Ключевые характеристики и преимущества Refresh Token

• Долгий срок жизни: Позволяет поддерживать сессию пользователя в течение дней или недель.
• Повышенная безопасность: Хранится более безопасно, чем пароль, и может быть отозван администратором или самим пользователем в любой момент (через список отзыва).
• Минимизация рисков: Access Token, который передается часто, живет недолго. Более ценный Refresh Token передается по сети лишь в редких случаях (при обновлении), что снижает риск его перехвата.
• Контроль сессий: Позволяет реализовать функционал "Запомнить меня" (Remember Me) и управлять активными сессиями (пользователь может видеть список устройств и отзывать доступ для конкретных из них).
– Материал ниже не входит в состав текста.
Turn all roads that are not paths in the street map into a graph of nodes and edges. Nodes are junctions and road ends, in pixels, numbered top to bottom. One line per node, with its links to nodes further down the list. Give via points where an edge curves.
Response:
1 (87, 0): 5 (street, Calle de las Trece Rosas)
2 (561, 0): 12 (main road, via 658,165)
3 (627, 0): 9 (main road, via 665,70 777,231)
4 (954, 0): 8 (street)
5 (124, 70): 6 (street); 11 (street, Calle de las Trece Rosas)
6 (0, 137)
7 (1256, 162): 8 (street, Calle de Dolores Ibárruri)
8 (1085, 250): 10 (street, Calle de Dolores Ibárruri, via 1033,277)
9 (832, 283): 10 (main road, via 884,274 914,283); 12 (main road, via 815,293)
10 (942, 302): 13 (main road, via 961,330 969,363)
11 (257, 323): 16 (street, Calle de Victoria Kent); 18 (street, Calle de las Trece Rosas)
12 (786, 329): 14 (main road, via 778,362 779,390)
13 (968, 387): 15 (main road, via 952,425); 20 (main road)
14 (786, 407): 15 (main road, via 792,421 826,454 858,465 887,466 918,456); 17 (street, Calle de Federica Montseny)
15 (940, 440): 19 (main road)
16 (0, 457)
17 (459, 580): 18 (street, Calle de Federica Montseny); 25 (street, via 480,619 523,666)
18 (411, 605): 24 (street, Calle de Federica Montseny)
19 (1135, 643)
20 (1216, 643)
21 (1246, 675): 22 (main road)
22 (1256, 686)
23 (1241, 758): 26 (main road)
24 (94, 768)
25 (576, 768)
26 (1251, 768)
Безопасное хранение Refresh Token на клиенте

Это критически важный аспект. Способы хранения зависят от типа клиента:

• Веб-приложения (браузер): HttpOnly, Secure, SameSite cookies. Это защищает токен от доступа через JavaScript (XSS-атаки) и определяет политику отправки куки (защита от CSRF).
• Мобильные приложения (iOS/Android): Защищенные хранилища ОС: Keychain Services (iOS) или Keystore (Android). Никогда не храните в SharedPreferences или UserDefaults в чистом виде.
• Настольные приложения: Используют системные secure storage (например, Credential Manager в Windows).
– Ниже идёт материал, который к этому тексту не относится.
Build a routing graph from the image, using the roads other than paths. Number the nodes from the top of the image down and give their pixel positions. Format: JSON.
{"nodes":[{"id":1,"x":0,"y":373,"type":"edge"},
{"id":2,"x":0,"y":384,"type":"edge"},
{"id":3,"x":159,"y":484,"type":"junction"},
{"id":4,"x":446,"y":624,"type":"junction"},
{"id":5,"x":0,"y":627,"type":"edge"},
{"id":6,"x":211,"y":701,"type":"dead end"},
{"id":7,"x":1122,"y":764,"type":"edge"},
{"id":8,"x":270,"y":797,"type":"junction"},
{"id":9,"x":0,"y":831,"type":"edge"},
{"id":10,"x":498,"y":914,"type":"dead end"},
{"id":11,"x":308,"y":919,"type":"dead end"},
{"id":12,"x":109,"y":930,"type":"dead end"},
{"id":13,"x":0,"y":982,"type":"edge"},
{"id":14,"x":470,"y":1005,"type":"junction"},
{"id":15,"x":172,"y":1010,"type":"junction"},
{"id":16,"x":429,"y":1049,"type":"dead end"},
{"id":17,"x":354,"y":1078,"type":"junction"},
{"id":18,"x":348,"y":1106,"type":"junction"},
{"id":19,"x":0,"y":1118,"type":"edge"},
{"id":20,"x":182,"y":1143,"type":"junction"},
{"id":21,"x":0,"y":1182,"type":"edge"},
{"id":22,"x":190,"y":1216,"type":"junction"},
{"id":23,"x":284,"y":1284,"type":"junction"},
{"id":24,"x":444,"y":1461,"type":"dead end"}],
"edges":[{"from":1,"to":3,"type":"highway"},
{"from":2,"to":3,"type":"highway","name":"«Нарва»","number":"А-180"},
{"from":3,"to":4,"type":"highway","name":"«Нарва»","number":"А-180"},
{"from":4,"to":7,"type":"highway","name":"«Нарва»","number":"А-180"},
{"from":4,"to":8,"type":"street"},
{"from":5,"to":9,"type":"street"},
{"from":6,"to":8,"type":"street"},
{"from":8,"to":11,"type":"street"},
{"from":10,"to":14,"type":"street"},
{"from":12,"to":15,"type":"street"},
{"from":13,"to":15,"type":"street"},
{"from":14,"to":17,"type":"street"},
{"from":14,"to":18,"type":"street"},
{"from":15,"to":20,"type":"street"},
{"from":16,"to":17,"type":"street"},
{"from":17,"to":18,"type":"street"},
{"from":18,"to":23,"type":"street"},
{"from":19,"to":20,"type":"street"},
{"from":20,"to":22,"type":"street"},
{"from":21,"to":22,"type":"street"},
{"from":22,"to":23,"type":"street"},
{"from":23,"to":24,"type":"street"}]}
Практика Rotation of Refresh Tokens

Современная рекомендация — выдавать новый Refresh Token при каждом его использовании. Старый токен при этом аннулируется. Это означает, что в ответе на запрос обновления всегда приходит новая пара access_token + refresh_token.

// Ответ от сервера на успешный запрос обновления
{
  "access_token": "new_eyJhbGciOi...",
  "expires_in": 900,
  "token_type": "Bearer",
  "refresh_token": "new_eyJhbGciOiJIUzI1NiIsInR5cCI6IkpXVCJ9..." // Новый Refresh Token!
}

Преимущества ротации:

• Обнаружение компрометации: Если злоумышленник перехватит и попытается использовать Refresh Token, легитимный клиент получит ошибку при следующем обновлении, так как токен уже будет заменен. Это сигнал о возможной атаке.
• Ограничение времени использования: Каждый Refresh Token может быть использован только один раз.

Роль QA Engineer в тестировании Refresh Token

Инженеру по качеству необходимо понимать эту механику для построения корректных тестов:

1. Тестирование срока жизни: Проверять, что после истечения Access Token запросы к API возвращают 401, а последующий запрос с Refresh Token выдает новую валидную пару.
2. Тестирование инвалидации: Проверять сценарии, когда Refresh Token отозван (пользователь вышел из системы, сменил пароль). В этом случае запрос на обновление должен возвращать ошибку (например, 400 или 401), и пользователь должен быть перенаправлен на экран логина.
3. Тестирование безопасности: Убедиться, что Refresh Token нельзя использовать для прямого доступа к API (только для эндпоинта обновления). Проверять корректность заголовков безопасности (HttpOnly, Secure) для кук.
4. Тестирование параллельных сессий: Проверять поведение системы, когда один и тот же Refresh Token используется с двух устройств одновременно, особенно при включенной ротации токенов.
5. Тестирование восстановления: Проверять, что при смене пароля все выданные ранее Refresh Token для этого пользователя становятся невалидными.

Таким образом, Refresh Token — это фундаментальный механизм, который обеспечивает баланс между безопасностью (короткоживущие токены доступа) и удобством пользователя (долгоживущие сессии без постоянного ввода пароля).